Sikkim Himalayan Sporting Club (sometimes known as Gangtok Himalayan SC) is an Indian professional football club based in Gangtok, Sikkim. The club usually participated in the I-League 2nd Division, then second tier of Indian football league system, and the Sikkim Premier Division League. They are also a frequent participant of the Sikkim Gold Cup, a premier club tournament in the state.

History

Formation and journey
The originally named Sikkim Himalayan SC was founded in 2012 in Gangtok, the capital city of the Indian state Sikkim, and affiliated with Sikkim Football Association (SFA). Since then, they have been participating in various domestic and amateur tournaments regionally. The club was founded by Tenzing Lamtha.

In October 2014, Gangtok Himalayan participated in Sikkim Governor's Gold Cup and reached to the semi-finals, but their journey ended with a 2–1 defeat to ONGC FC. In September 2015, former India international Arjunan Shanta Kumar was appointed manager of the club.

In January 2016, they were officially certified by the All India Football Federation to participate in the I-League 2nd Division, the second tier of football in India, after finishing 2nd in the Sikkim Premier Division League.
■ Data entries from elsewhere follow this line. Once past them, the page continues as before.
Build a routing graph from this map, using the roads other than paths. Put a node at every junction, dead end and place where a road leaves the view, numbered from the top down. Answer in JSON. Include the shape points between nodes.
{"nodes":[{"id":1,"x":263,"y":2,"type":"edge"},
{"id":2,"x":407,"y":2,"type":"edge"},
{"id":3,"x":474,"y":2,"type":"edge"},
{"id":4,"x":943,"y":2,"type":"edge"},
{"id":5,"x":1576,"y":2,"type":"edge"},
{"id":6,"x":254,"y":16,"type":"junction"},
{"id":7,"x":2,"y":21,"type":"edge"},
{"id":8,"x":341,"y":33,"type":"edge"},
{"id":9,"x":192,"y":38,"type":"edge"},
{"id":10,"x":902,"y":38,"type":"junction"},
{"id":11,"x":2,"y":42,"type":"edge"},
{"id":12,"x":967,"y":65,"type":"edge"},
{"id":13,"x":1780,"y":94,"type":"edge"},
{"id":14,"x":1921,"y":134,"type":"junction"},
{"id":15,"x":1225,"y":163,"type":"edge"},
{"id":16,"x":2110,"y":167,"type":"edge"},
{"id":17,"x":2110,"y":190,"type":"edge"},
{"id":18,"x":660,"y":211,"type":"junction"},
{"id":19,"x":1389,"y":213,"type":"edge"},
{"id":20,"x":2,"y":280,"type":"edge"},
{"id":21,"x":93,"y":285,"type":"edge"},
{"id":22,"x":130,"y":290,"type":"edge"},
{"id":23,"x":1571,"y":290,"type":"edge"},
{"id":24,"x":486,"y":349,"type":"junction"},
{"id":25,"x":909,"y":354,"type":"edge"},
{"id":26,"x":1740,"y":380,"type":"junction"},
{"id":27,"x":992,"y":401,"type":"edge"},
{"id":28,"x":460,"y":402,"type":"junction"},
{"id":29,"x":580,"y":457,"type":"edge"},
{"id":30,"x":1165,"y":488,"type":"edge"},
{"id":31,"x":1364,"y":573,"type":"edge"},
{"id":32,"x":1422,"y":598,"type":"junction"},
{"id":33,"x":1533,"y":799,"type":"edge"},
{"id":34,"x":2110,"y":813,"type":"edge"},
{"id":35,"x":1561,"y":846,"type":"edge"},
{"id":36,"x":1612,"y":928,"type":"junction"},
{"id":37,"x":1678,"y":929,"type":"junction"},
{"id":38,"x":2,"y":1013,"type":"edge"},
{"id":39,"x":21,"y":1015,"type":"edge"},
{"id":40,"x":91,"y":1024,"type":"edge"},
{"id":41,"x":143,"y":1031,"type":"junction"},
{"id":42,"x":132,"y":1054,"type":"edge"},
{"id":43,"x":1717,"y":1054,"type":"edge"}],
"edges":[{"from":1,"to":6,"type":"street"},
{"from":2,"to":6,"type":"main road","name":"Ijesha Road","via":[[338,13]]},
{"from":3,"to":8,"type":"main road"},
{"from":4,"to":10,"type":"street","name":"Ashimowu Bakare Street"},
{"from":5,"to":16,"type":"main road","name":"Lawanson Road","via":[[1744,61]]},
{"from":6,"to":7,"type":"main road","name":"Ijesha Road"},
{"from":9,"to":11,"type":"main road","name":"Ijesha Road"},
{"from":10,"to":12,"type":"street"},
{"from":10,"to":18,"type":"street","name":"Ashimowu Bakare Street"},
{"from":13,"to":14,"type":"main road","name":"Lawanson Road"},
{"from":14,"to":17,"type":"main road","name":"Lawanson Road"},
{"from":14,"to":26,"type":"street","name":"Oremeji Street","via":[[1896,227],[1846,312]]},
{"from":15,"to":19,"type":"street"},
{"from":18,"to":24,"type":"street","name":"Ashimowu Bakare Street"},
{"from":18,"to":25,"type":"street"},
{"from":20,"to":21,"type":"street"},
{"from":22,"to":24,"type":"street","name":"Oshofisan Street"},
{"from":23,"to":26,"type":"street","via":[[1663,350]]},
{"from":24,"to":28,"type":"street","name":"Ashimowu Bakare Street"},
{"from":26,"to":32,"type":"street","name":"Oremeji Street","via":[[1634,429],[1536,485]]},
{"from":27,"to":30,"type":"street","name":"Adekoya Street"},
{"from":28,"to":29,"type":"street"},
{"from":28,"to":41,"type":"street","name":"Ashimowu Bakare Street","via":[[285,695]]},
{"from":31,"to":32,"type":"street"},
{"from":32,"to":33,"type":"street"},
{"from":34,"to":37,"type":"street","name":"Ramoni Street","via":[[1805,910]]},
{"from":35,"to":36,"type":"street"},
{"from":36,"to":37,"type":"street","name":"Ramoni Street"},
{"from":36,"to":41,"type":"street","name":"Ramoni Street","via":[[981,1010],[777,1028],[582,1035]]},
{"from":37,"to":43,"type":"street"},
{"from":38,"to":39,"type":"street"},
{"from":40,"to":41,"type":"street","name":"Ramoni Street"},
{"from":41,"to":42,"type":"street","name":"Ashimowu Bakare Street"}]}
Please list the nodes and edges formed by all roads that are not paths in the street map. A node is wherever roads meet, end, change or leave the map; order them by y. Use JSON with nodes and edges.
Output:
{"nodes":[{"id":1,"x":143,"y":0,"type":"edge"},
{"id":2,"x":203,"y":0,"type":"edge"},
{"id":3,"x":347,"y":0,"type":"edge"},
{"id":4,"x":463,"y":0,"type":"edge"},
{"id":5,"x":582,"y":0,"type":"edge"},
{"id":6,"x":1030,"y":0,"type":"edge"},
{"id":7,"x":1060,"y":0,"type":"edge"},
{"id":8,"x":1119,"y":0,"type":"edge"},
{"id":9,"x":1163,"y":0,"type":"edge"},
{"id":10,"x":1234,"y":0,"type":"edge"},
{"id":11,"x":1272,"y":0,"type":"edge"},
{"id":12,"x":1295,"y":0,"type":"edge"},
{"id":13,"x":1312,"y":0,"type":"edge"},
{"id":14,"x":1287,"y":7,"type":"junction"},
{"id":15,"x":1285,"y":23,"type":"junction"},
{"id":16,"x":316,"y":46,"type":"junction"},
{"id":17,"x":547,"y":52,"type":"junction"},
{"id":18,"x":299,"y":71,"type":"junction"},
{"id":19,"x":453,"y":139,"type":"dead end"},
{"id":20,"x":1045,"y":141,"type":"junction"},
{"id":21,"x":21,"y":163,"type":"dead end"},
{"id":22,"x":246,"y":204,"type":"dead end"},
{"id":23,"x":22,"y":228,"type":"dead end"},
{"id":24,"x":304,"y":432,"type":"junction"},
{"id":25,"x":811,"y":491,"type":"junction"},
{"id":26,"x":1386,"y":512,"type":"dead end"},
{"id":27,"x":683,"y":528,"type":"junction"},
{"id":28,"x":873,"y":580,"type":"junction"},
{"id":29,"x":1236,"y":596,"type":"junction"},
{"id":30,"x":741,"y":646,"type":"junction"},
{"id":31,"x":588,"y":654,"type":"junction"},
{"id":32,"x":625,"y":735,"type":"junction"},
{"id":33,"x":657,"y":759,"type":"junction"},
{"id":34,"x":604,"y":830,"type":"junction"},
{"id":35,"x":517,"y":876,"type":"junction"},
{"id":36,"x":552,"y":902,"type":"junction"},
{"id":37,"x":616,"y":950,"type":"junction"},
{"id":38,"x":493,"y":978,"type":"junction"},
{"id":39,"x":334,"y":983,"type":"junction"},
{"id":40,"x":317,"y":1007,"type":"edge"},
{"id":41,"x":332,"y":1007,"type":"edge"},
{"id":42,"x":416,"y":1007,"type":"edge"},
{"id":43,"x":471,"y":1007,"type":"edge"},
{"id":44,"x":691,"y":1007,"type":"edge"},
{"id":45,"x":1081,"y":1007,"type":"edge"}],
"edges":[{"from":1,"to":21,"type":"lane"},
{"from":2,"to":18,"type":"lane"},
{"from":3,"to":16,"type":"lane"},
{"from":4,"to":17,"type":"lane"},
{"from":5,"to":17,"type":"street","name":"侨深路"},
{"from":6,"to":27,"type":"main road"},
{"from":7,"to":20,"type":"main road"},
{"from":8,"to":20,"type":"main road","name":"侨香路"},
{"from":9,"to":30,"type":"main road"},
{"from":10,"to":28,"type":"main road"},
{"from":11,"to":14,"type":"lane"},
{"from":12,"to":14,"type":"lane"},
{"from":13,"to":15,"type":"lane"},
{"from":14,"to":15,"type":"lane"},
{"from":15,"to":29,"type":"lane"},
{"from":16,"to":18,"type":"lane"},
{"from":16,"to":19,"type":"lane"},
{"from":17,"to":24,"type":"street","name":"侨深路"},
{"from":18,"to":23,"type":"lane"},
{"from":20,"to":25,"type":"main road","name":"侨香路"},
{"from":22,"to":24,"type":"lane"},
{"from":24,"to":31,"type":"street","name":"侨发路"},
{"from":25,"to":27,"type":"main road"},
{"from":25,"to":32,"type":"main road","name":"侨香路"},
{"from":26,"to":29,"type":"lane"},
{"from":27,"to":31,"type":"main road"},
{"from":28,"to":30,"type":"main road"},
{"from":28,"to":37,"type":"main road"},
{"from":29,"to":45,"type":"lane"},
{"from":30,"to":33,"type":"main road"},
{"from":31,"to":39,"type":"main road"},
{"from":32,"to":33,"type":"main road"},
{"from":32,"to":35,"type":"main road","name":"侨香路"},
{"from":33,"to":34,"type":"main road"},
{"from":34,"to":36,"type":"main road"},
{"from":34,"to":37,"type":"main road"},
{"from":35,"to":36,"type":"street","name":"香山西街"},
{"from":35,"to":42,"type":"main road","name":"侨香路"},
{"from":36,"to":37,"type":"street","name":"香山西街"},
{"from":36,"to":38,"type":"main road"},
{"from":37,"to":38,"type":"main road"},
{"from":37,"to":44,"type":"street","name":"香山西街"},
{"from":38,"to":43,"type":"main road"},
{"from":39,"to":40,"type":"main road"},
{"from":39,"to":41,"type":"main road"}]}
This move began a new chapter for Gangtok-based side as they became one of first professional football clubs from the North East India.

2016 was the most successful season for Gangtok Himalayan, in which they participated in the I-League 2nd Division, Durand Cup, Sikkim Gold Cup and Sikkim Premier Division League.

After finishing 2nd in the group A of the 2015–16 I-League 2nd Division, Gangtok Himalayan qualified for the 2015–16 I-League 2nd Division Final Round. There they finished as 5th and failed to qualify for the I-League.

In 2016 Durand Cup, the Himalayans finished 5th, behind Indian Navy in the group A with 6 points.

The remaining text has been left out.